__WORK ORDER__. The material below holds a span beginning at the line with "<strong>Waylane</strong>" and ending at the line with "M 875,0 L 927,0". Quote that span exactly, both ends included, and only that span.

__RECORDS SHOWN__.
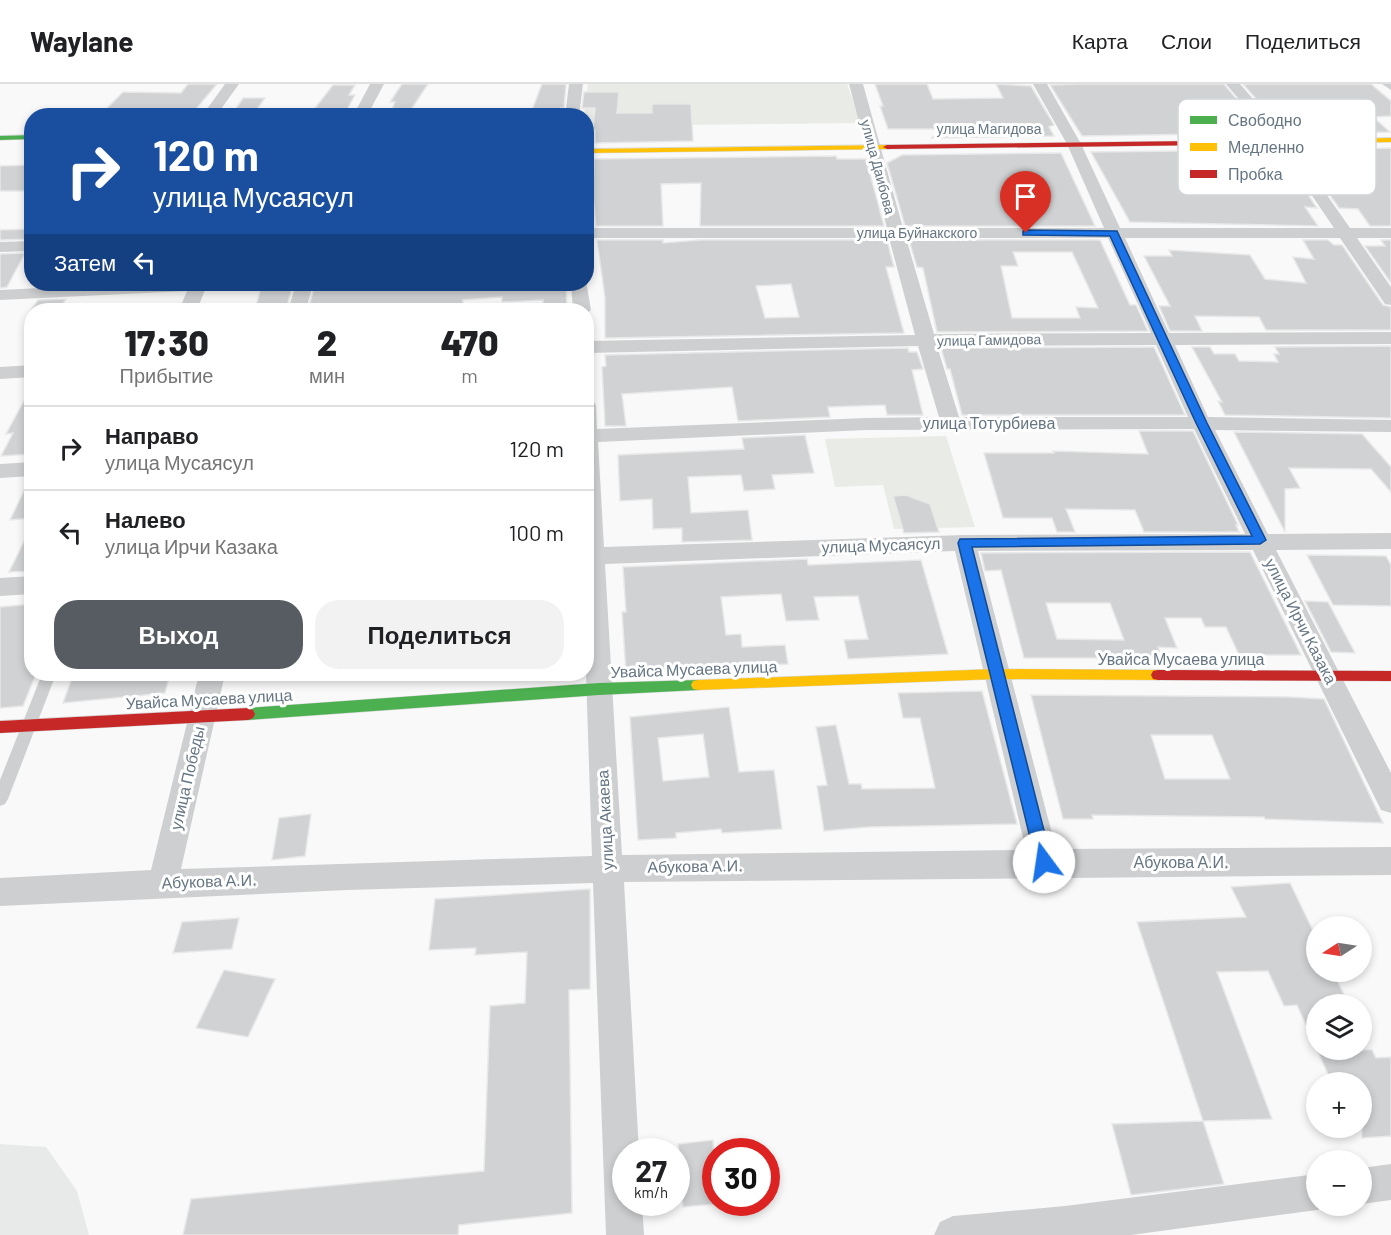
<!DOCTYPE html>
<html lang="ru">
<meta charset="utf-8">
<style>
body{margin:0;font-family:Barlow,sans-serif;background:#f2f2f2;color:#202124;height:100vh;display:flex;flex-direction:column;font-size:22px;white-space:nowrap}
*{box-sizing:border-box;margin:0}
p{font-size:20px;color:#757577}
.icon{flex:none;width:33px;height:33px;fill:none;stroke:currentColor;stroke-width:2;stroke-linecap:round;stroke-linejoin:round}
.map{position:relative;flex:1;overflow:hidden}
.sheet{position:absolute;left:24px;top:219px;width:570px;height:378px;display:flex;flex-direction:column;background:#fff;border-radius:24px;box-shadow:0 3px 9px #0003}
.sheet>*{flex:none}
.top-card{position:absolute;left:24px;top:24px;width:570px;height:183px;border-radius:24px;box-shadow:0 3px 9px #0003;background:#1a4fa0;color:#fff;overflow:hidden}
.needle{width:39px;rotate:258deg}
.fabs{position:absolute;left:1306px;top:832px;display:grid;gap:12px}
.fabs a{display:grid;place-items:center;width:66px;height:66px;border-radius:50%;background:#fff;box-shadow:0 3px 9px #0003;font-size:30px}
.speed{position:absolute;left:612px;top:1054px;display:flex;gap:12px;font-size:30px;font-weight:700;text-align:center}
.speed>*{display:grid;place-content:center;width:78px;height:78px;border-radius:50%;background:#fff;box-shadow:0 3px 9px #0003;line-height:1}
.speed small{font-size:15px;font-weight:400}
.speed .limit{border:9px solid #d22;background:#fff;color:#111}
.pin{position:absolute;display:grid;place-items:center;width:51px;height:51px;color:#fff;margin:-62px -26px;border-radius:50% 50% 50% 0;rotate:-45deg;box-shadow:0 0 6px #0007}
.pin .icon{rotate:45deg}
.me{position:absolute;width:66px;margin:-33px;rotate:346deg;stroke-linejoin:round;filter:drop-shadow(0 0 4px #0008)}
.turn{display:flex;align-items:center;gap:21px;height:126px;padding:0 30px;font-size:27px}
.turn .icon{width:78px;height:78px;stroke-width:2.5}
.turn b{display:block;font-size:42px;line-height:51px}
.then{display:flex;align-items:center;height:57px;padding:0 30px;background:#0003;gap:12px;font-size:22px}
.eta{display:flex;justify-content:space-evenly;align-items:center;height:102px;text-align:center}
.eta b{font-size:36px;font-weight:800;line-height:42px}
.action{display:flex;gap:12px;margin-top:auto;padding:12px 30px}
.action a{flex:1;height:69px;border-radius:24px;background:#565c61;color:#fff;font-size:24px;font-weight:800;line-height:69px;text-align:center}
.action a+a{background:#f2f2f2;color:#202124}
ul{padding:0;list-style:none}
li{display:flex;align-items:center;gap:18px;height:84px;padding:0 30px;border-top:2px solid #e0e0e0}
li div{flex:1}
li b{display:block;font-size:22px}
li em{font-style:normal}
header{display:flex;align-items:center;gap:36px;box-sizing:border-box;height:84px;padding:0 30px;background:#fff;border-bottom:2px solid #e0e0e0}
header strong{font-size:28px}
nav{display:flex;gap:33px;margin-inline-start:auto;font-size:21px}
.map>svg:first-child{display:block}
.built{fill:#e8e9e9}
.green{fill:#e8ebe6}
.building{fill:#d0d2d3;stroke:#e8e8e8;stroke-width:1.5;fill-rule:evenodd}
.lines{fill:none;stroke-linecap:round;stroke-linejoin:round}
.fast-casing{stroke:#d5d6d7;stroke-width:1}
.slow-casing{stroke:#d5d6d7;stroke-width:1}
.jam-casing{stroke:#d5d6d7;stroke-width:1}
.lane{fill:#cecfd0;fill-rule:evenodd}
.street{fill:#cecfd0;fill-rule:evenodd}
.fast{fill:#4caf50;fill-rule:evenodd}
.slow{fill:#ffc107;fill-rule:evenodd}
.jam{fill:#c62828;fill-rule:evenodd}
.route{fill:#1a73e8;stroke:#114b97;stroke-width:1.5}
.labels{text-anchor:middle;stroke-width:6;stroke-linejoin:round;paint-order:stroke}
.far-street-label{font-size:14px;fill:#657683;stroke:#fff}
.street-label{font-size:16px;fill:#657683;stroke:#fff}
.key{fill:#fff;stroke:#d1d6da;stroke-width:1.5}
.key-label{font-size:16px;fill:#657683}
</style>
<header>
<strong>Waylane</strong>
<nav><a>Карта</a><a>Слои</a><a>Поделиться</a></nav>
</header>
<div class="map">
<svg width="1391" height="1151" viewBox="0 0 1391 1151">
<rect width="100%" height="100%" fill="#f9f9f9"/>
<path class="built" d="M 0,1060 L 46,1063 L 77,1107 L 89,1151 L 0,1151 Z"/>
<path class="green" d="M 588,0 L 847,0 L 861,39 L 587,42 L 586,32 L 584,32 Z
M 946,352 L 975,443 L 894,445 L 883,401 L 835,403 L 825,355 Z"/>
<path class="building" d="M 188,0 L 217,0 L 196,25 L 163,25 L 157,32 L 99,32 L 123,8 L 181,9 Z
M 402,0 L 428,0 L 408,30 L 390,30 L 395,18 L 390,18 Z
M 542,0 L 566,0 L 564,24 L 561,24 L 559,32 L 540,32 L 541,26 L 532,26 Z
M 875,0 L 927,0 L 933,15 L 1003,14 L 996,0 L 1031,2 L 1054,41 L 1049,43 L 1054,52 L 931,54 L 947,45 L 888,45 L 880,22 L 883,22 Z
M 1077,0 L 1224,0 L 1265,49 L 1082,52 L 1050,1 Z
M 1243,0 L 1371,0 L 1391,17 L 1391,32 L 1373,33 L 1390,48 L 1286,49 Z
M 333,1 L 355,1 L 349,11 L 355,11 L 345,29 L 312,28 Z
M 584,8 L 619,8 L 617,29 L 652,29 L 652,20 L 691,20 L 693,57 L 595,59 L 595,46 L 593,46 L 595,24 L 582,24 Z
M 243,14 L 265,14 L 252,32 L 231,32 Z
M 1391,64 L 1391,142 L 1370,142 L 1358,125 L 1339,124 L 1298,66 Z
M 1278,66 L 1317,124 L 1305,123 L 1318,142 L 1130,138 L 1091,68 Z
M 1061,69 L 1095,142 L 905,142 L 887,79 L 902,71 Z
M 836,72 L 837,75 L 866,75 L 884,142 L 700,142 L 701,99 L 661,100 L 663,142 L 596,142 L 593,111 L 594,75 Z
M 32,81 L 32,107 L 0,107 L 0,82 Z
M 32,145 L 32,155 L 0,156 L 0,146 Z
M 597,156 L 663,156 L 663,159 L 700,156 L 887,156 L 894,183 L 886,183 L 904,249 L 605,254 L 605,214 ZM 791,200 L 799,233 L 765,234 L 756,202 Z
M 909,156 L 1100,156 L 1130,221 L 1136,221 L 1148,247 L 937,248 L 923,184 L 917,183 ZM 1013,168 L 1072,168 L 1098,224 L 1076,223 L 1080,234 L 1012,234 L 1001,182 L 1018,182 Z
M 1303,156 L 1328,156 L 1334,161 L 1342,161 L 1383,221 L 1391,223 L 1391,246 L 1266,246 L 1259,233 L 1195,232 L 1202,247 L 1170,247 L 1159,222 L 1170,222 L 1144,172 L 1172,172 L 1169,166 L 1250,171 L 1265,195 L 1306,199 L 1293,173 L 1314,175 Z
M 1381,156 L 1391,156 L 1391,199 L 1365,162 L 1385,162 Z
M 25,169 L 7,203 L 0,204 L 0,170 Z
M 315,200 L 566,200 L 567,226 L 543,226 L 543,216 L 502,218 L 502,213 L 463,216 L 462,226 L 356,226 L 356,224 L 308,226 Z
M 293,201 L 286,226 L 255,226 L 261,203 Z
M 66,215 L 59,226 L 31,226 L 38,216 Z
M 1391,262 L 1391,334 L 1225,331 L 1218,317 L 1222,318 L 1192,263 L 1210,263 L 1214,270 L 1235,270 L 1239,277 L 1278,278 L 1274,270 L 1279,270 L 1275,263 Z
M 1154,263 L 1185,331 L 962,331 L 950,285 L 947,285 L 941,264 Z
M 908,264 L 909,268 L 917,268 L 923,285 L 912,286 L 923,331 L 887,331 L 885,321 L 828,323 L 830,333 L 738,337 L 732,303 L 622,310 L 626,342 L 605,342 L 602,283 L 606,282 L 605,271 Z
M 32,302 L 32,370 L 1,372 L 13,349 L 6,350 Z
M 1139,347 L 1193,347 L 1238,441 L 1236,441 L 1239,448 L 1144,448 L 1135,426 L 1066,425 L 1075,448 L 1057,448 L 1052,434 L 1003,434 L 984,369 L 1054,369 L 1053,367 L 1148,370 Z
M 1234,348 L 1362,350 L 1391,383 L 1391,408 L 1371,385 L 1289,384 L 1300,404 L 1285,405 L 1285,448 Z
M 805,351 L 814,389 L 772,391 L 775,405 L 744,407 L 741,391 L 688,393 L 691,429 L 748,426 L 752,456 L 682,458 L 682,444 L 653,445 L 652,415 L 620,417 L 618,371 L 744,365 L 742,354 Z
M 30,394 L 32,434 L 10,436 Z
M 906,411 L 930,420 L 939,448 L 904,449 L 893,412 Z
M 32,441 L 32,487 L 9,488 Z
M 1250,468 L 1301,571 L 1239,571 L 1226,543 L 1205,543 L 1201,534 L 1165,534 L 1177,564 L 1158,563 L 1162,574 L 1024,574 L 1001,486 L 985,487 L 981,469 ZM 1046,519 L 1110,519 L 1124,556 L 1057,555 Z
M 1307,471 L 1386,472 L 1391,481 L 1391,522 L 1333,521 Z
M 807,475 L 808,481 L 921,476 L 948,570 L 848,575 L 844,556 L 868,555 L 858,512 L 814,513 L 819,536 L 786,537 L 781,510 L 721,513 L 726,551 L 741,550 L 742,563 L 785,561 L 788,580 L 626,589 L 622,528 L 626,528 L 623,483 Z
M 1305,517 L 1328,518 L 1355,569 L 1331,568 Z
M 32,520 L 32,590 L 36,590 L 23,622 L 0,624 L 0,523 Z
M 87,590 L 170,590 L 165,609 L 63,619 L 73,591 Z
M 982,607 L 1017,740 L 869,743 L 824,747 L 817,702 L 827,701 L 816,643 L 836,641 L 849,700 L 861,700 L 862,705 L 935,704 L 920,634 L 903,634 L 898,609 Z
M 1031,611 L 1290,613 L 1324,615 L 1383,739 L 1265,735 L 1264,733 L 1092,731 L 1093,735 L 1063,735 ZM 1151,651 L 1212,651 L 1230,695 L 1165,695 Z
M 729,623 L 739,688 L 774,686 L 782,745 L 722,749 L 721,745 L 676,749 L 676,754 L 638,756 L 630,633 ZM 703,650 L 709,693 L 663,697 L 658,654 Z
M 311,730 L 305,772 L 272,776 L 279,734 Z
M 1290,799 L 1317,855 L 1317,888 L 1333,888 L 1349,921 L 1317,921 L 1317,966 L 1372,966 L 1376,974 L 1391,973 L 1391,1052 L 1362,1054 L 1362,999 L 1332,999 L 1297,921 L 1284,922 L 1268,887 L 1217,888 L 1272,1035 L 1203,1037 L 1137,838 L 1246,833 L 1231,803 Z
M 590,805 L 590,905 L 569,906 L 572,1129 L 459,1141 L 458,1151 L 183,1151 L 191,1115 L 484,1087 L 490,922 L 525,919 L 527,868 L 475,871 L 476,864 L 429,866 L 435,815 Z
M 239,834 L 232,865 L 173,869 L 182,838 Z
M 224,886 L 275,895 L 248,953 L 196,944 Z
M 1203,1037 L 1224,1100 L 1131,1111 L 1112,1040 Z
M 713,1056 L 716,1120 L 683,1123 L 678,1060 Z"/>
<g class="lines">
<g class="fast-casing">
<path id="fast" d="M 32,51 L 32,55 L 0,56 L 0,52 Z
M 698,596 L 703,597 L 705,601 L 703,605 L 698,606 L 599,611 L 248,636 L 243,634 L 241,630 L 243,626 L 248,624 L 599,599 Z"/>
</g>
<g class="slow-casing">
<path id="slow" d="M 1391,54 L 1391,58 L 1281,60 L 1277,58 L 1281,56 Z
M 890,61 L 890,65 L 887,65 L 586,69 L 586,65 Z
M 997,585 L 1158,586 L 1163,587 L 1165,591 L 1163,595 L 1158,596 L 997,595 L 698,606 L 693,605 L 691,601 L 693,597 L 698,596 Z"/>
</g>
<g class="jam-casing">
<path id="jam" d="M 1281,56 L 1284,56 L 1284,60 L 887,65 L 883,63 L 887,61 Z
M 1158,586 L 1391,587 L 1391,597 L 1158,596 L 1153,595 L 1151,591 L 1153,587 Z
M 248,624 L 253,626 L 255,630 L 253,634 L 248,636 L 0,649 L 0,637 Z"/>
</g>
<path class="lane" d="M 42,590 L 56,590 L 8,715 L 5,720 L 0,722 L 0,696 Z"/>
<path class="street" d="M 225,0 L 239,0 L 216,32 L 202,32 Z
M 370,0 L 384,0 L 367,32 L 353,32 Z
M 569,0 L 583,0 L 579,32 L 565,32 Z
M 849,0 L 863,0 L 903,144 L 1104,144 L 1067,60 L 1033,0 L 1047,0 L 1081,60 L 1120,144 L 1334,144 L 1277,60 L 1226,0 L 1240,0 L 1287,54 L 1350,144 L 1391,144 L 1391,154 L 1357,154 L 1391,203 L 1391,221 L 1385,220 L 1340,154 L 1125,154 L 1169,249 L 1391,248 L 1391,260 L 1175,261 L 1208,333 L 1391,336 L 1391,348 L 1215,346 L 1268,450 L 1391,449 L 1391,465 L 1276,466 L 1391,689 L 1391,729 L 1381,726 L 1253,466 L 978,467 L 1056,765 L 1391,763 L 1391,791 L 624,798 L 639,1068 L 626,1068 L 626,1119 L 642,1119 L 644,1151 L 606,1151 L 593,799 L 347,806 L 0,822 L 0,794 L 151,786 L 199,590 L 225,590 L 181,785 L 592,772 L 586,590 L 586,315 L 593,317 L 596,321 L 597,345 L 866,334 L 939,333 L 918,262 L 586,269 L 586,257 L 915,251 L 889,154 L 586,154 L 586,144 L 887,144 ZM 906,154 L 1108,154 L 1151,249 L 934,250 ZM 1156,261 L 1188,333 L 959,333 L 937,262 ZM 1194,345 L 1245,450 L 964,451 L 604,463 L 598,358 L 866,346 ZM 955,467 L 1026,766 L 622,771 L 605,480 Z
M 1382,0 L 1391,0 L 1391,6 Z
M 32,157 L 32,167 L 0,168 L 0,158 Z
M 586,197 L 591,226 L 586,230 L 586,226 L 573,226 L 571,200 L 586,200 Z
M 124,200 L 228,200 L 225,204 L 205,206 L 197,226 L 179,226 L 187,207 L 0,216 L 0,206 Z
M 296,200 L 313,200 L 306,226 L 288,226 Z
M 32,281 L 32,293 L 0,295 L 0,283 Z
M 32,378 L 32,392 L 0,394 L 0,380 Z
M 32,492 L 32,510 L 0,512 L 0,494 Z
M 1391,1080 L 1391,1116 L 1362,1120 L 1362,1084 Z
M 1317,1090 L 1317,1122 L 1328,1122 L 1317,1126 L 1131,1151 L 934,1151 L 940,1138 L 953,1132 L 1065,1122 Z"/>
<use href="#fast" class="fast"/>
<use href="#slow" class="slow"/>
<use href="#jam" class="jam"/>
</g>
<path class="route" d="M 1026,146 L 1117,147 L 1207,339 L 1266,456 L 1260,460 L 972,463 L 1052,778 L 1050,784 L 1044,786 L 1038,784 L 1036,778 L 958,459 L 960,455 L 1252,452 L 1196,339 L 1110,152 L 1023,151 L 1023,147 Z"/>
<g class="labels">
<g class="far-street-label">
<text x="989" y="50">улица Магидова</text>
<text transform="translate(878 83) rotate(75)" y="5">улица Даибова</text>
<text x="917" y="154">улица Буйнакского</text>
<text transform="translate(989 256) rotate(-1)" y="5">улица Гамидова</text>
</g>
<g class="street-label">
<text x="989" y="345">улица Тотурбиева</text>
<text transform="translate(881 461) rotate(-2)" y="6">улица Мусаясул</text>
<text transform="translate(1301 537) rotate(63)" y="6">улица Ирчи Казака</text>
<text x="1181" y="581">Увайса Мусаева улица</text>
<text transform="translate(694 585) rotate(-2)" y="6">Увайса Мусаева улица</text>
<text transform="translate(209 615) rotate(-3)" y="6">Увайса Мусаева улица</text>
<text transform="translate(187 694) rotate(-77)" y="6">улица Победы</text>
<text transform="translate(605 736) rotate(-93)" y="6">улица Акаева</text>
<text x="1181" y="784">Абукова А.И.</text>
<text transform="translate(695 782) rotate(-1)" y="6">Абукова А.И.</text>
<text transform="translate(209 797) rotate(-2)" y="6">Абукова А.И.</text>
</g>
</g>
<rect x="1178" y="15" width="198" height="96" rx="9" class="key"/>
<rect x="1190" y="32" width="27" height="8" fill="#4caf50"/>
<rect x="1190" y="59" width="27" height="8" fill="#ffc107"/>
<rect x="1190" y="86" width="27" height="8" fill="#c62828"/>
<g class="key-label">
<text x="1228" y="42">Свободно</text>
<text x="1228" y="69">Медленно</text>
<text x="1228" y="96">Пробка</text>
</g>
</svg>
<div class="fabs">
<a><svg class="needle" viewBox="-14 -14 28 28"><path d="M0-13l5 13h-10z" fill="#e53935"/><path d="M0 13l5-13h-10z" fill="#757577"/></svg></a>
<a><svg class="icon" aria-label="layers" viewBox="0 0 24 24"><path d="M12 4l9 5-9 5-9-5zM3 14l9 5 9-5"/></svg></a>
<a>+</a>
<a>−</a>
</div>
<div class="speed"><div>27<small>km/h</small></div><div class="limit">30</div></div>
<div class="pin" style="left:1026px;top:149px;background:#d93025"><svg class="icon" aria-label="arrive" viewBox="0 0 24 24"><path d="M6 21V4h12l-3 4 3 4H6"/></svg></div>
<svg class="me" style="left:1044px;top:778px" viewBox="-20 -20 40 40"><circle r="19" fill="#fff"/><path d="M0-13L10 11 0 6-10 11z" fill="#1a73e8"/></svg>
<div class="top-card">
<div class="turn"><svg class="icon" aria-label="right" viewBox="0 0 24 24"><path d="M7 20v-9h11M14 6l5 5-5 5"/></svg><div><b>120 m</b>улица Мусаясул</div></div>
<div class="then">Затем<svg class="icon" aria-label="left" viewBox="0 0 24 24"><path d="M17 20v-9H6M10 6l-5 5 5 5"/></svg></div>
</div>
<section class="sheet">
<div class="eta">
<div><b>17:30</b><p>Прибытие</p></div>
<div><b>2</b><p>мин</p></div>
<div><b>470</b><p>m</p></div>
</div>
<ul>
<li><svg class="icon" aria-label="right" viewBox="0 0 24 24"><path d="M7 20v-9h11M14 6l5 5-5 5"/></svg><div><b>Направо</b><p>улица Мусаясул</p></div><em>120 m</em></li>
<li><svg class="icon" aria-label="left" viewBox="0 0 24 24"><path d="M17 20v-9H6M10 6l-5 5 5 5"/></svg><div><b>Налево</b><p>улица Ирчи Казака</p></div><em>100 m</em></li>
</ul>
<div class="action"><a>Выход</a><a>Поделиться</a></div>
</section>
</div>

__EXERCISE SOLUTION__.
<strong>Waylane</strong>
<nav><a>Карта</a><a>Слои</a><a>Поделиться</a></nav>
</header>
<div class="map">
<svg width="1391" height="1151" viewBox="0 0 1391 1151">
<rect width="100%" height="100%" fill="#f9f9f9"/>
<path class="built" d="M 0,1060 L 46,1063 L 77,1107 L 89,1151 L 0,1151 Z"/>
<path class="green" d="M 588,0 L 847,0 L 861,39 L 587,42 L 586,32 L 584,32 Z
M 946,352 L 975,443 L 894,445 L 883,401 L 835,403 L 825,355 Z"/>
<path class="building" d="M 188,0 L 217,0 L 196,25 L 163,25 L 157,32 L 99,32 L 123,8 L 181,9 Z
M 402,0 L 428,0 L 408,30 L 390,30 L 395,18 L 390,18 Z
M 542,0 L 566,0 L 564,24 L 561,24 L 559,32 L 540,32 L 541,26 L 532,26 Z
M 875,0 L 927,0 L 933,15 L 1003,14 L 996,0 L 1031,2 L 1054,41 L 1049,43 L 1054,52 L 931,54 L 947,45 L 888,45 L 880,22 L 883,22 Z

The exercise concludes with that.